Once the line containing "pinky tip: (324, 243)" is found in the entries below, reproduce it and every line after it, stopping at and including the line containing "ring mcp: (708, 1003)"; reproduce nothing else, and keep each line exact.

*** Opening of Data excerpts ***

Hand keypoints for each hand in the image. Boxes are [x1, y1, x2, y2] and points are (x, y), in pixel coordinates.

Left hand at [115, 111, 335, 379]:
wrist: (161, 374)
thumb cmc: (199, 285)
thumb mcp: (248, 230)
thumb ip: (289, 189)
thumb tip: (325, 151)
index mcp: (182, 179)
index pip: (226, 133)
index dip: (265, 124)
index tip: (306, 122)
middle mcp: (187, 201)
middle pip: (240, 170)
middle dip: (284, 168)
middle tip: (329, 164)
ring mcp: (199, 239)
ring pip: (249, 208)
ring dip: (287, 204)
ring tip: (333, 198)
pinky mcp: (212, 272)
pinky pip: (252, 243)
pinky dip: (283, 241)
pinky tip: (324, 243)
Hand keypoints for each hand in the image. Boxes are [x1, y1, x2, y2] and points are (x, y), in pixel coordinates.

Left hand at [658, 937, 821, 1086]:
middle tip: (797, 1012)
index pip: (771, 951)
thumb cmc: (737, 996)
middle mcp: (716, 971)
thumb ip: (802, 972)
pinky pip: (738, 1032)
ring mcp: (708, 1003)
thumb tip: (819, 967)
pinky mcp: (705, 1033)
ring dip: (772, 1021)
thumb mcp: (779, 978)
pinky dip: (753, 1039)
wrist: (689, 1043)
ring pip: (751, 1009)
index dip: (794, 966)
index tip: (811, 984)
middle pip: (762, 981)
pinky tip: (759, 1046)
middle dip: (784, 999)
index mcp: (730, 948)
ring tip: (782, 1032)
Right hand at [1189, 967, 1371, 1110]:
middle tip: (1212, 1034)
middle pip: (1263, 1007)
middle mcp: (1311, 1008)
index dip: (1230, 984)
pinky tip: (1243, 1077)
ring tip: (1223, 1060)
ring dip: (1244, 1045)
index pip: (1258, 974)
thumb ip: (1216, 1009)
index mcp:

*** Close of Data excerpts ***
*** Opening of Data excerpts ***

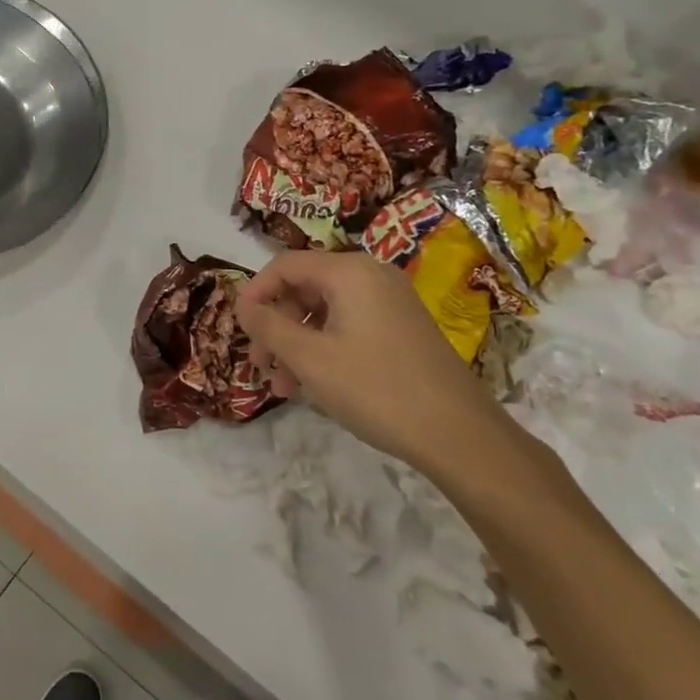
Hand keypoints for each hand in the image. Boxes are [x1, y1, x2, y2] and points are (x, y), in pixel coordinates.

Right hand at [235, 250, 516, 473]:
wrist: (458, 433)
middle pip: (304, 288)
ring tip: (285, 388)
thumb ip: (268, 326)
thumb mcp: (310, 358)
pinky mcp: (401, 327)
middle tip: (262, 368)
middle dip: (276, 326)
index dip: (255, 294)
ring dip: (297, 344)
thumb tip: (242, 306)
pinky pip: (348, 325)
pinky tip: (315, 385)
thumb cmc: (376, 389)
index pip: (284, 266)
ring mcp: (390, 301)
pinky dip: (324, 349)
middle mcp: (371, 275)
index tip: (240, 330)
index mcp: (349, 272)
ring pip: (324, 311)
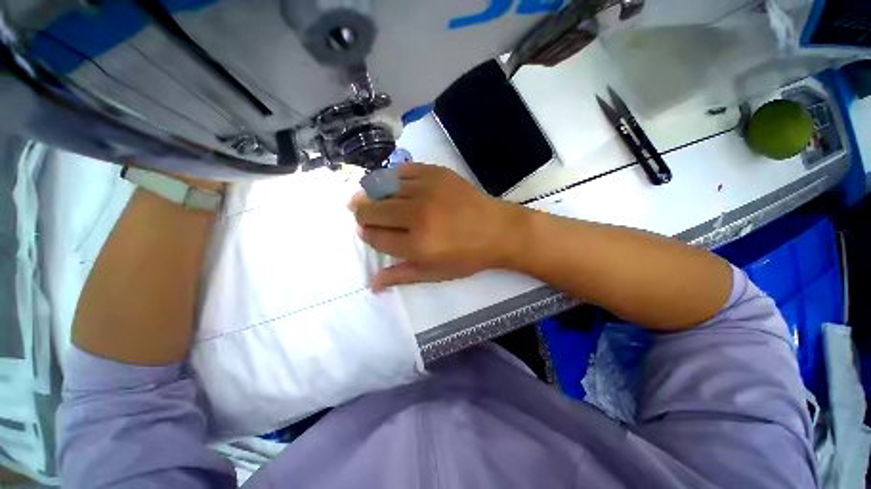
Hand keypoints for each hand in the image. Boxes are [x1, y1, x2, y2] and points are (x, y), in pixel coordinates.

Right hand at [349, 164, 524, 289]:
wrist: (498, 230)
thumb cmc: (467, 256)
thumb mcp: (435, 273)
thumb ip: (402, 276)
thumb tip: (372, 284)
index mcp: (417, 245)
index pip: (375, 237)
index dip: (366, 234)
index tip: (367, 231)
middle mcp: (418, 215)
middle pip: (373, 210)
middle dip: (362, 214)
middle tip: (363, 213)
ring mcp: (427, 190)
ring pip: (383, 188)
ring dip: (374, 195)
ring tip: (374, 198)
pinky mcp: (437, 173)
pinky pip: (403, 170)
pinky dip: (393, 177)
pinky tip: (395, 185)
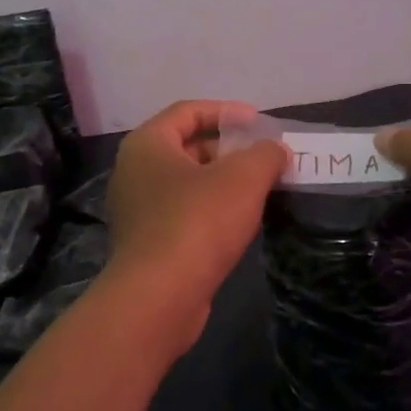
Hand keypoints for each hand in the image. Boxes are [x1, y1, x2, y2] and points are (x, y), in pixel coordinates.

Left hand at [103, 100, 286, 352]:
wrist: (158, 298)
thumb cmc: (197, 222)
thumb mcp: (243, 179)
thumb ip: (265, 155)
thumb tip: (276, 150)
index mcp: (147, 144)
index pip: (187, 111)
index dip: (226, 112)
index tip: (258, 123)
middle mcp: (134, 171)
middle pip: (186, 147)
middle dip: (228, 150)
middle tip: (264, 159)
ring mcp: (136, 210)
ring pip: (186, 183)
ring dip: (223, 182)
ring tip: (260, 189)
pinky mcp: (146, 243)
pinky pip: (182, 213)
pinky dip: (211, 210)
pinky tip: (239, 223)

*** Close of Data excerpts ***

**Response to this exercise:**
pinky tip: (324, 243)
Hand keypoints for each hand in the image. Boxes are [x1, y1, x2, y2] and points are (x, y), in pixel coordinates.

Left hand at [658, 937, 821, 1086]:
middle tip: (797, 1012)
index pip: (771, 951)
thumb cmc: (737, 996)
middle mcp: (716, 971)
thumb ip: (802, 972)
pinky pip: (738, 1032)
ring mcp: (708, 1003)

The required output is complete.